Input data START

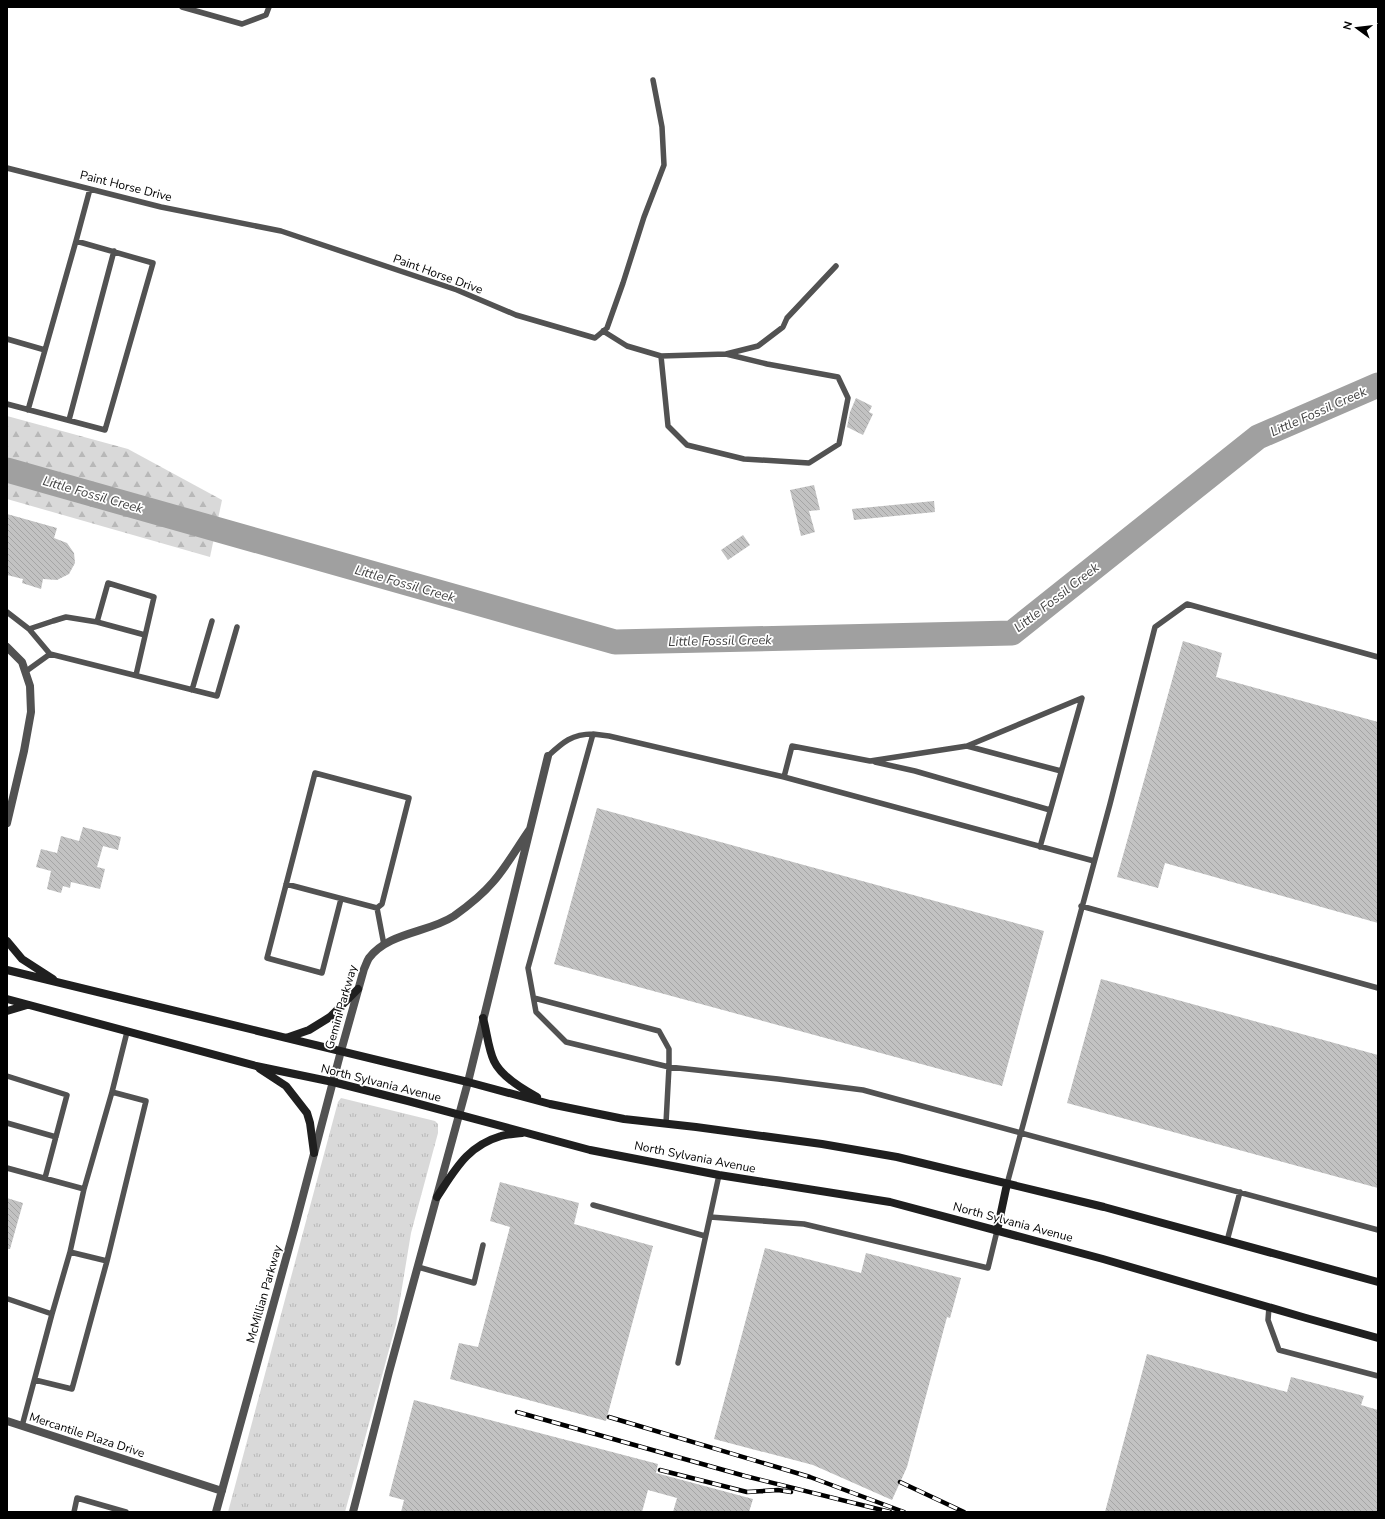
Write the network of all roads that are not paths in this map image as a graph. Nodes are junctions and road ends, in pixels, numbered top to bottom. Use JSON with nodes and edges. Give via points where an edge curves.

Input data END
Input data START

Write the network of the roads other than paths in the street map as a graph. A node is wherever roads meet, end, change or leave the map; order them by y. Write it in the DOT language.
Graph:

Input data END

What you will do -> Search the lines above for the string "Write", then show every one that has it.

Written answer ->
Write the network of all roads that are not paths in this map image as a graph. Nodes are junctions and road ends, in pixels, numbered top to bottom. Use JSON with nodes and edges. Give via points where an edge curves.
Write the network of the roads other than paths in the street map as a graph. A node is wherever roads meet, end, change or leave the map; order them by y. Write it in the DOT language.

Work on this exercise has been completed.